HOW TO COMPLETE THIS TASK → All lines in the material with the string "Boulevard" should be listed.

RECORDS FOR THE EXERCISE →
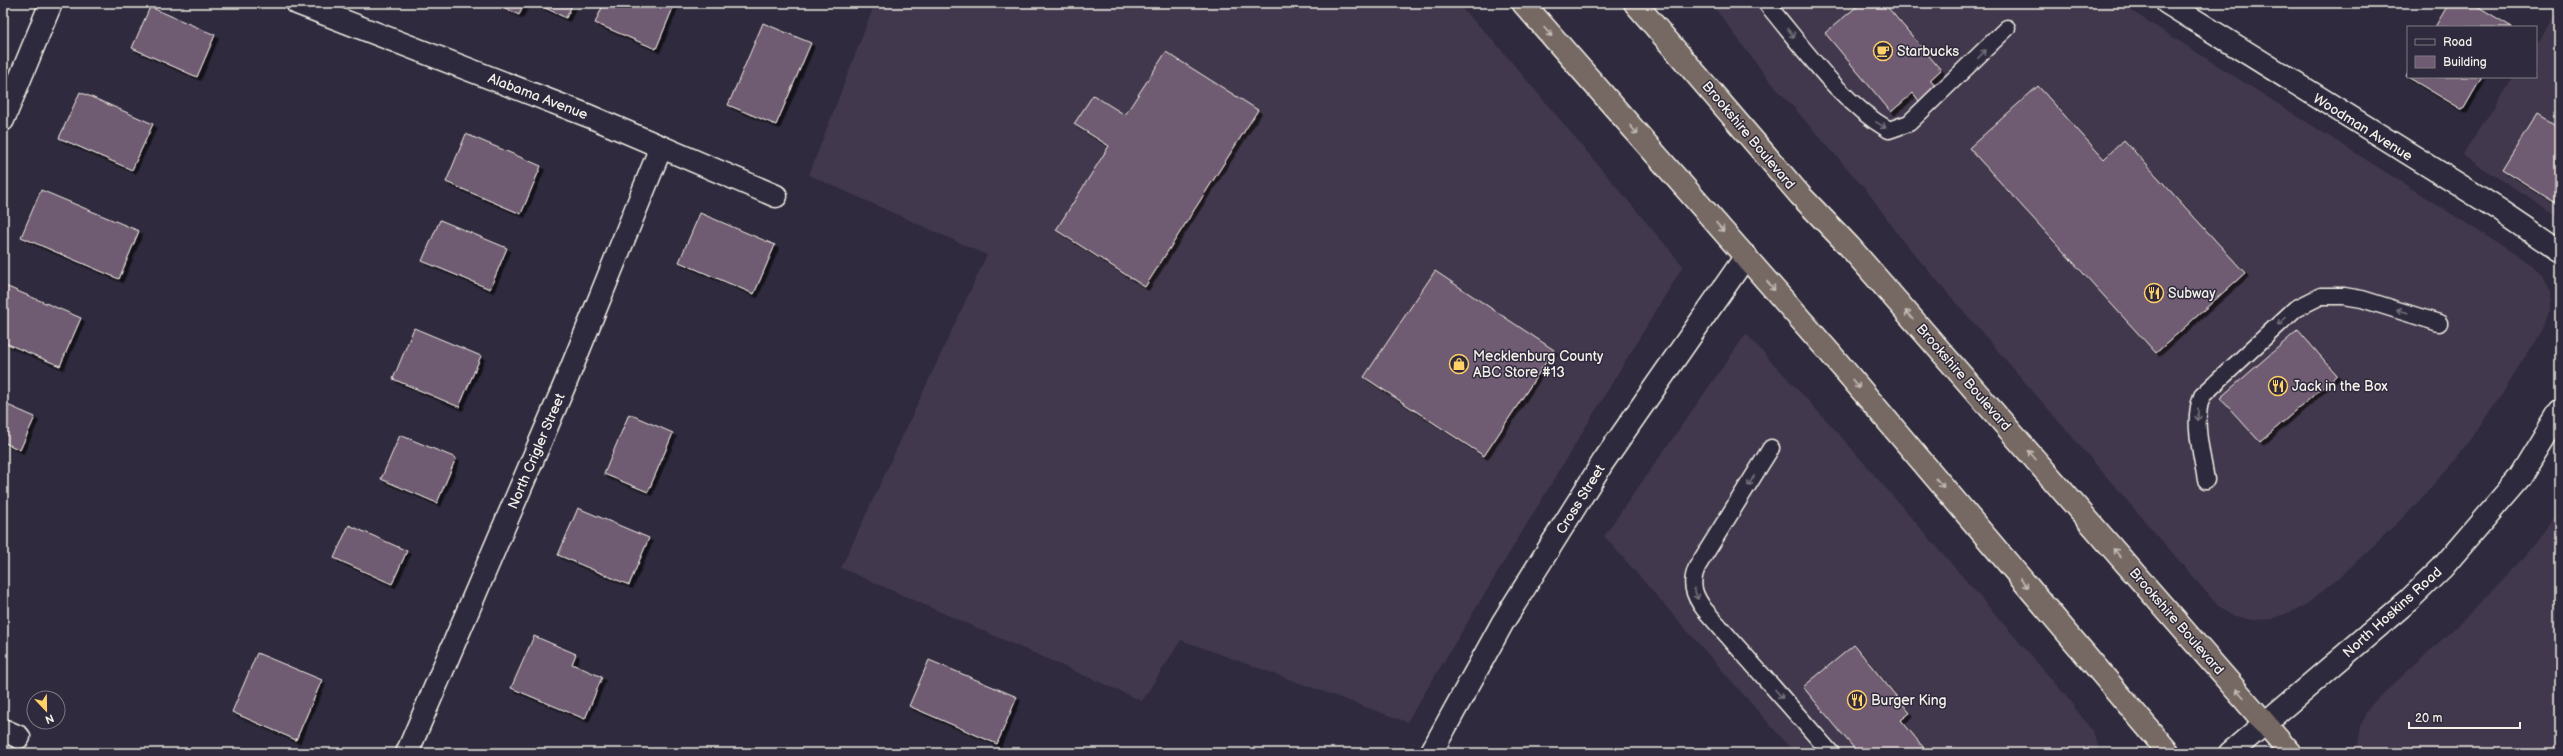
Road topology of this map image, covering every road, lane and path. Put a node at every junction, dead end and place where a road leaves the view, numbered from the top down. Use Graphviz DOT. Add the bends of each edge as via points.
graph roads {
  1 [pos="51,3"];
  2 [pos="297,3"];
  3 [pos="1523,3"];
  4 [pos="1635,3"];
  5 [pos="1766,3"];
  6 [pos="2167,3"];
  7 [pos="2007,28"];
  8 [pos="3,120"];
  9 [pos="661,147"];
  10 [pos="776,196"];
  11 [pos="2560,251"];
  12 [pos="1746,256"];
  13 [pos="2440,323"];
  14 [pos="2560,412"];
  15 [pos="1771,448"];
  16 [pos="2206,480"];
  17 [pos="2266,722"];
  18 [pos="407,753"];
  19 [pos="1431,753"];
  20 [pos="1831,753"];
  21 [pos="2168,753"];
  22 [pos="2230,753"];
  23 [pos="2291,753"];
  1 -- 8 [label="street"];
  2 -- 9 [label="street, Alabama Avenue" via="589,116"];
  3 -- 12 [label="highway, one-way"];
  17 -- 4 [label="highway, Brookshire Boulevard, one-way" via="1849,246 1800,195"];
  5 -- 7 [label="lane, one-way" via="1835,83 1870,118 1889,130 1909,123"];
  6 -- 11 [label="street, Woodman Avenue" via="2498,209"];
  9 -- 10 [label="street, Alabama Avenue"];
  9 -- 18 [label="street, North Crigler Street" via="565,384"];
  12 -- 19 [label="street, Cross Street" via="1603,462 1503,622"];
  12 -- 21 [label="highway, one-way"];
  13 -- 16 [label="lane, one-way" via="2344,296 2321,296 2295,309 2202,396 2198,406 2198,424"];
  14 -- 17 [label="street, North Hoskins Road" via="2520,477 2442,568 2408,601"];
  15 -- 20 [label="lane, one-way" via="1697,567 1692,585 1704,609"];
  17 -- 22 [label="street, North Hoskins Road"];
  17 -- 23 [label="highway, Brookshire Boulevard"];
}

EXERCISE OUTPUT →
  17 -- 4 [label="highway, Brookshire Boulevard, one-way" via="1849,246 1800,195"];
  17 -- 23 [label="highway, Brookshire Boulevard"];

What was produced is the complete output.